--- Provided entries ---

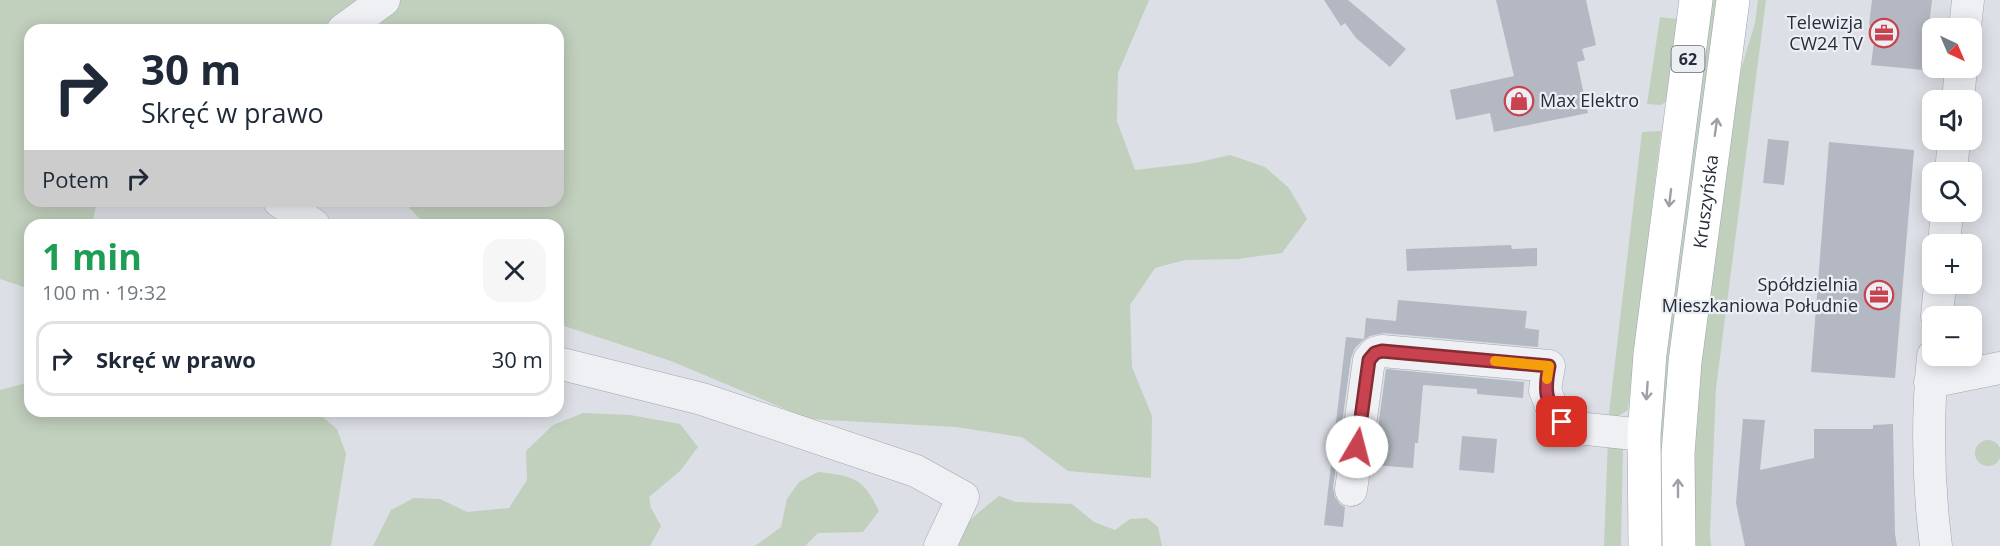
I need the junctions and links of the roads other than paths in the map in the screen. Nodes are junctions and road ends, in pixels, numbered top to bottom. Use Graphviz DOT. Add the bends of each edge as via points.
graph roads {
  1 [pos="384,0"];
  2 [pos="1696,0"];
  3 [pos="1733,0"];
  4 [pos="1968,0"];
  5 [pos="1966,18"];
  6 [pos="351,24"];
  7 [pos="288,207"];
  8 [pos="305,219"];
  9 [pos="564,364"];
  10 [pos="2000,368"];
  11 [pos="1932,369"];
  12 [pos="1644,435"];
  13 [pos="1351,490"];
  14 [pos="940,546"];
  15 [pos="1645,546"];
  16 [pos="1679,546"];
  17 [pos="1936,546"];
  1 -- 6 [label="street"];
  2 -- 12 [label="main road, Kruszyńska / 62, one-way" via="1650,354"];
  16 -- 3 [label="main road, Kruszyńska / 62, one-way" via="1678,453 1684,362"];
  4 -- 5 [label="street"];
  7 -- 8 [label="street"];
  9 -- 14 [label="street" via="702,399 916,471 963,497"];
  10 -- 11 [label="street"];
  11 -- 17 [label="street" via="1930,461"];
  12 -- 13 [label="street" via="1577,428 1562,422 1545,390 1549,366 1382,351 1369,360"];
  12 -- 15 [label="main road, Kruszyńska / 62"];
}
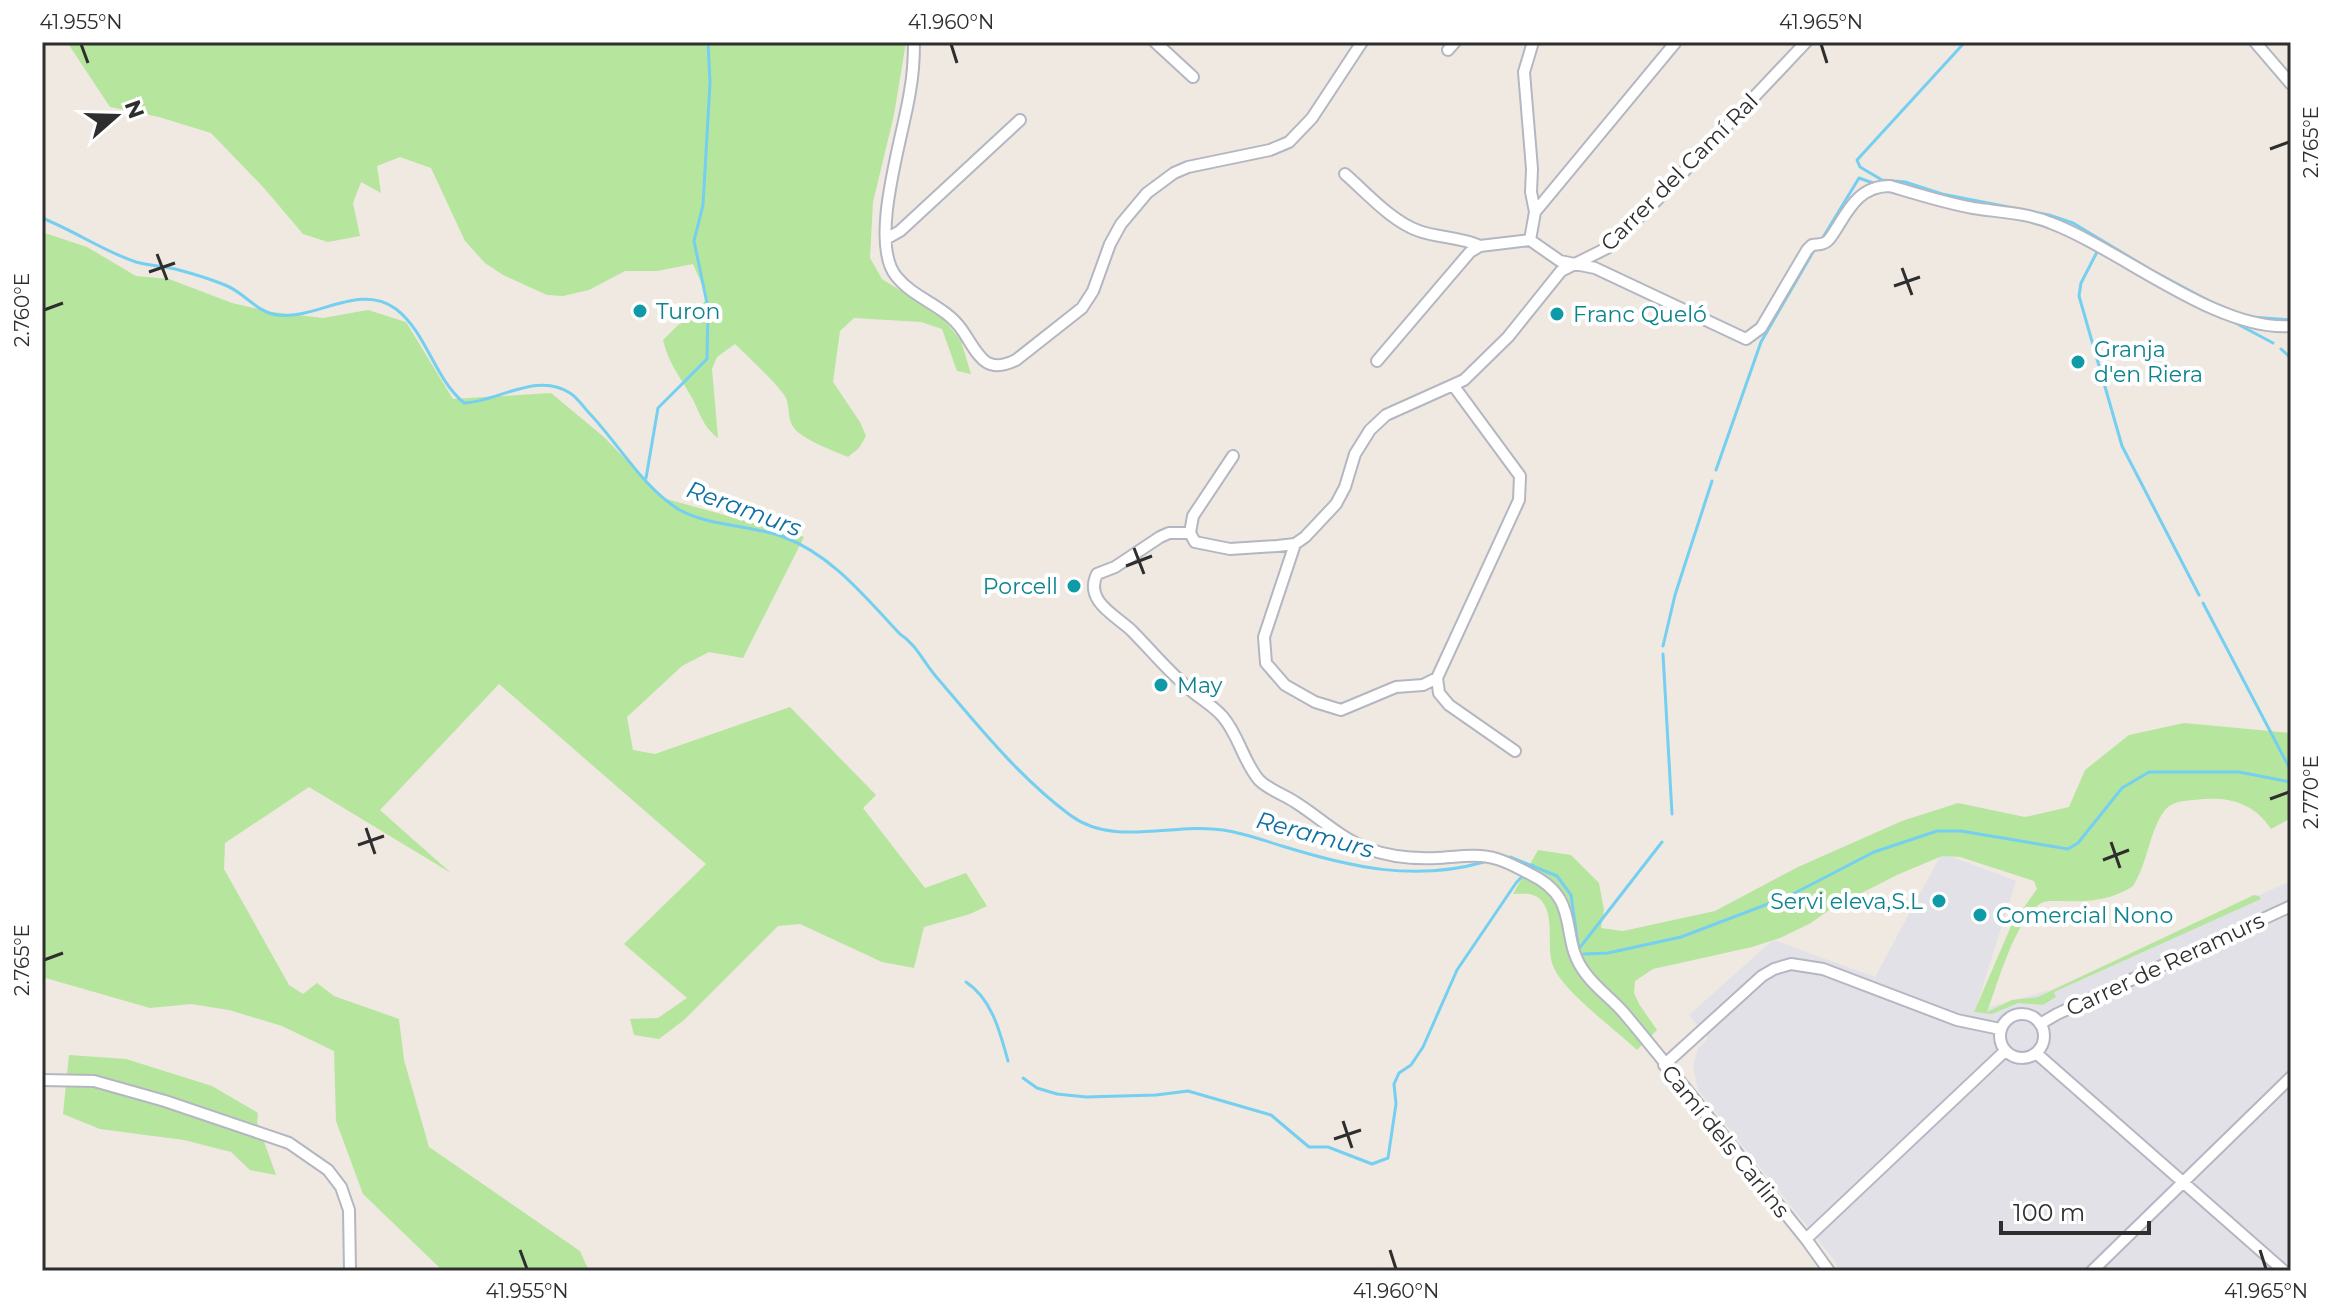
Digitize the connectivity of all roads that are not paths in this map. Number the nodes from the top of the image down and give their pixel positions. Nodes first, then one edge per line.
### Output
1 (914, 42) edge
2 (1155, 42) edge
3 (1362, 42) edge
4 (1533, 42) edge
5 (1806, 42) edge
6 (2255, 42) edge
7 (1675, 43) edge
8 (1193, 77) dead end
9 (2291, 84) edge
10 (1020, 120) dead end
11 (1345, 174) dead end
12 (1535, 212) junction
13 (886, 239) junction
14 (1530, 240) junction
15 (1480, 246) junction
16 (1575, 263) junction
17 (2291, 326) edge
18 (1377, 361) dead end
19 (1453, 385) junction
20 (1233, 456) dead end
21 (1190, 533) junction
22 (1295, 544) junction
23 (1437, 678) junction
24 (1515, 751) dead end
25 (2291, 906) edge
26 (2040, 1024) junction
27 (2000, 1029) junction
28 (2005, 1051) junction
29 (2036, 1053) junction
30 (1664, 1065) junction
31 (2291, 1077) edge
32 (42, 1080) edge
33 (2184, 1181) junction
34 (1806, 1239) junction
35 (350, 1271) edge
36 (1829, 1271) edge
37 (2092, 1271) edge
38 (2284, 1271) edge

1 - 13 street
2 - 8 street
3 - 13 street
4 - 12 street
5 - 16 street, Carrer del Camí Ral
6 - 9 street
7 - 12 street
10 - 13 street
11 - 15 street
12 - 14 street
14 - 15 street
14 - 16 street
15 - 18 street
16 - 17 street
16 - 19 street, Carrer del Camí Ral
19 - 22 street, Carrer del Camí Ral
19 - 23 street
20 - 21 street
21 - 22 street
21 - 30 street, Camí dels Carlins
22 - 23 street
23 - 24 street
25 - 26 street, Carrer de Reramurs
26 - 27 street
26 - 29 street
27 - 28 street
27 - 30 street
28 - 29 street
28 - 34 street
29 - 33 street
30 - 34 street, Camí dels Carlins
31 - 33 street
32 - 35 street
33 - 37 street
33 - 38 street
34 - 36 street, Camí dels Carlins

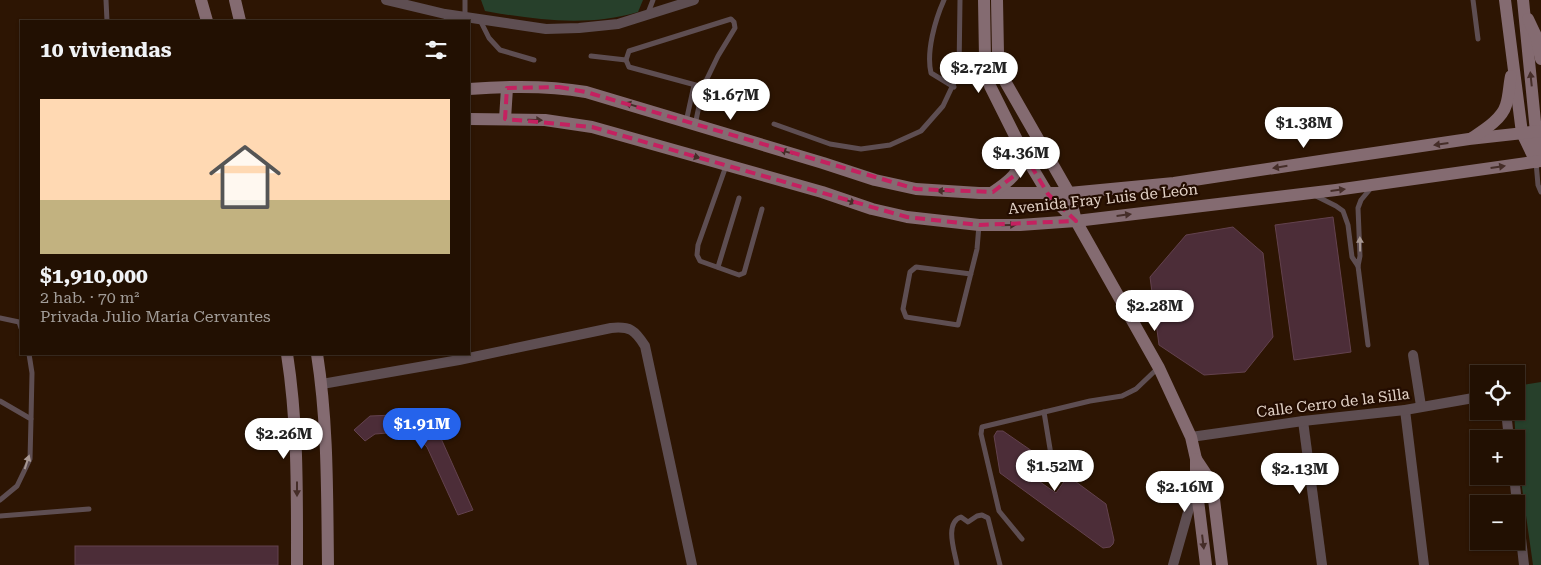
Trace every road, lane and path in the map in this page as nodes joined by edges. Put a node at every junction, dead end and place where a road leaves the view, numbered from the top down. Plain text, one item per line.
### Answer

---

- Exercise description -
Your copy of the data above should match it exactly, apart from the images.

- Answer box -
I need the junctions and links of the roads other than paths in the map in the screen. Nodes are junctions and road ends, in pixels, numbered top to bottom. Use Graphviz DOT. Add the bends of each edge as via points.
graph roads {
  1 [pos="384,0"];
  2 [pos="1696,0"];
  3 [pos="1733,0"];
  4 [pos="1968,0"];
  5 [pos="1966,18"];
  6 [pos="351,24"];
  7 [pos="288,207"];
  8 [pos="305,219"];
  9 [pos="564,364"];
  10 [pos="2000,368"];
  11 [pos="1932,369"];
  12 [pos="1644,435"];
  13 [pos="1351,490"];
  14 [pos="940,546"];
  15 [pos="1645,546"];
  16 [pos="1679,546"];
  17 [pos="1936,546"];
  1 -- 6 [label="street"];
  2 -- 12 [label="main road, Kruszyńska / 62, one-way" via="1650,354"];
  16 -- 3 [label="main road, Kruszyńska / 62, one-way" via="1678,453 1684,362"];
  4 -- 5 [label="street"];
  7 -- 8 [label="street"];
  9 -- 14 [label="street" via="702,399 916,471 963,497"];
  10 -- 11 [label="street"];
  11 -- 17 [label="street" via="1930,461"];
  12 -- 13 [label="street" via="1577,428 1562,422 1545,390 1549,366 1382,351 1369,360"];
  12 -- 15 [label="main road, Kruszyńska / 62"];
}
Digitize the connectivity of all roads that are not paths in this map. Number the nodes from the top of the image down and give their pixel positions. Nodes first, then one edge per line.
### Output
1 (914, 42) edge
2 (1155, 42) edge
3 (1362, 42) edge
4 (1533, 42) edge
5 (1806, 42) edge
6 (2255, 42) edge
7 (1675, 43) edge
8 (1193, 77) dead end
9 (2291, 84) edge
10 (1020, 120) dead end
11 (1345, 174) dead end
12 (1535, 212) junction
13 (886, 239) junction
14 (1530, 240) junction
15 (1480, 246) junction
16 (1575, 263) junction
17 (2291, 326) edge
18 (1377, 361) dead end
19 (1453, 385) junction
20 (1233, 456) dead end
21 (1190, 533) junction
22 (1295, 544) junction
23 (1437, 678) junction
24 (1515, 751) dead end
25 (2291, 906) edge
26 (2040, 1024) junction
27 (2000, 1029) junction
28 (2005, 1051) junction
29 (2036, 1053) junction
30 (1664, 1065) junction
31 (2291, 1077) edge
32 (42, 1080) edge
33 (2184, 1181) junction
34 (1806, 1239) junction
35 (350, 1271) edge
36 (1829, 1271) edge
37 (2092, 1271) edge
38 (2284, 1271) edge

1 - 13 street
2 - 8 street
3 - 13 street
4 - 12 street
5 - 16 street, Carrer del Camí Ral
6 - 9 street
7 - 12 street
10 - 13 street
11 - 15 street
12 - 14 street
14 - 15 street
14 - 16 street
15 - 18 street
16 - 17 street
16 - 19 street, Carrer del Camí Ral
19 - 22 street, Carrer del Camí Ral
19 - 23 street
20 - 21 street
21 - 22 street
21 - 30 street, Camí dels Carlins
22 - 23 street
23 - 24 street
25 - 26 street, Carrer de Reramurs
26 - 27 street
26 - 29 street
27 - 28 street
27 - 30 street
28 - 29 street
28 - 34 street
29 - 33 street
30 - 34 street, Camí dels Carlins
31 - 33 street
32 - 35 street
33 - 37 street
33 - 38 street
34 - 36 street, Camí dels Carlins

Trace every road, lane and path in the map in this page as nodes joined by edges. Put a node at every junction, dead end and place where a road leaves the view, numbered from the top down. Plain text, one item per line.
### Answer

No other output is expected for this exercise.